Don't Fall For Threatening Phishing Emails, Do This Instead.


A majority of online users have had some of their personal identity data exposed in one of the thousands of major breaches that's occurred in the last few years.

The amount of threatening messages hackers are sending to inboxes continues to increase. These phishing attempts either claim a new breach has already happened, or a user needs to pay to keep potentially damaging information from being made public soon.


When you receive a message like this, hackers often claim to have access to one or more of the following:

1. Your login to various company or financial accounts.

2. Access to your PC, including files and folders.

3. Knowledge of your browsing history, along with screenshots or webcam videos of visits to potentially embarrassing sites.

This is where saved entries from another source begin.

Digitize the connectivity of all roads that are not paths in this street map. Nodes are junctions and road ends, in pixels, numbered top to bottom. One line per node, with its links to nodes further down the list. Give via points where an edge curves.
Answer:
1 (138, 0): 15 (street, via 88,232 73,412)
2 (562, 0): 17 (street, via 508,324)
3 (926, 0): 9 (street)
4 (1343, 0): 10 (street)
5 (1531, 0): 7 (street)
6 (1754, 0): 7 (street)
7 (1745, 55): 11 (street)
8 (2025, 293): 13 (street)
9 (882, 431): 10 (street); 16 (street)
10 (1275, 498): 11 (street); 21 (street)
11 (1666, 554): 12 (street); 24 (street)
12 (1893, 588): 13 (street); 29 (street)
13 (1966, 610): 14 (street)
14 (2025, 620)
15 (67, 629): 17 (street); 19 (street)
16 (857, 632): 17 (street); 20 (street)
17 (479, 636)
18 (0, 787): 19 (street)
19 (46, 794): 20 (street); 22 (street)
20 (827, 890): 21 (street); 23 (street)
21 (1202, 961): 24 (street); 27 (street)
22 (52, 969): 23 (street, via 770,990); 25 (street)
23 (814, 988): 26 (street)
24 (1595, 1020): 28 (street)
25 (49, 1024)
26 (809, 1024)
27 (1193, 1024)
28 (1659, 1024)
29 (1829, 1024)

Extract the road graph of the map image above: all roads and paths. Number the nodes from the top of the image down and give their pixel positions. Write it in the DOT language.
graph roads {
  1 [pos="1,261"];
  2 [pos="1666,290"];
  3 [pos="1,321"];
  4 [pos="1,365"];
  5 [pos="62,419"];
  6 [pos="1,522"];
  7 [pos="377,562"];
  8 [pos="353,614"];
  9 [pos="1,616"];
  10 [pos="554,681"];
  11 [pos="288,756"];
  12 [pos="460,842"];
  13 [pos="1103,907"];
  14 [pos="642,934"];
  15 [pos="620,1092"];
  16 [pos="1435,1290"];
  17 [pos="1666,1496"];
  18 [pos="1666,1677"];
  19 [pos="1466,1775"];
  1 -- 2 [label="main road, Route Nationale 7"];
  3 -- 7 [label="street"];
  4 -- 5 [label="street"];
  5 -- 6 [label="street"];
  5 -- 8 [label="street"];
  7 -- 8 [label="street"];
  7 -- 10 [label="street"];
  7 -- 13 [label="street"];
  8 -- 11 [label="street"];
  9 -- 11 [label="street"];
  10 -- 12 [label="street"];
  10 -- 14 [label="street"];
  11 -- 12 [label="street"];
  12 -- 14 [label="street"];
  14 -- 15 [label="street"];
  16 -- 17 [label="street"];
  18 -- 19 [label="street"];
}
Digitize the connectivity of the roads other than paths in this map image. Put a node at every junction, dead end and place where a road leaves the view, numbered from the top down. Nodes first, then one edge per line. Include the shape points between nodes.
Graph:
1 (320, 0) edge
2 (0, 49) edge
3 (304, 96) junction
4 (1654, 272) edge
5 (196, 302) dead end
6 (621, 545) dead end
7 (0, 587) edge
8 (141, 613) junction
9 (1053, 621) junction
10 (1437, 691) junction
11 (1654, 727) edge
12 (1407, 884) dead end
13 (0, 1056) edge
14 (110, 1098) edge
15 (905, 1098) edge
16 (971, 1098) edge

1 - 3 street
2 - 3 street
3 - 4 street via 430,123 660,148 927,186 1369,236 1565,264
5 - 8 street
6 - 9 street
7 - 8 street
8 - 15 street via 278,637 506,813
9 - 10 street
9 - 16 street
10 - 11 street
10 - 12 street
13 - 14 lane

The purpose of these reveals is to scare the reader into taking quick action--usually paying some fee via bitcoin or some other online funds transfer in order to avoid further exposure.

What Should You Do When You Get These Emails?

1. Avoid clicking any links in the email and do not reply. Do inspect the email for signs of a phishing scam (misspelled words, strange domain names, links that go somewhere other than they say when you hover over them, etc.)

Our customers have an Outlook add-in, called Phishing Line that performs a lot of this detective work for them. If you're not sure if an email is legit or not, it's always a good idea to show it to an IT professional or someone who has completed training in spotting phishing scams.

2. Change your old passwords to something new and complex. We recommend using a password management tool like LastPass.

3. Check to see if you have an account that could have been exposed in a data breach.

4. Enable multi-factor authentication across all devices.

5. Take the time to educate yourself on common phishing attacks.

Personal data from old breaches is out there for hackers to get their hands on, but if you take some proactive steps to protect yourself now, you can limit the amount of access the bad guys can get.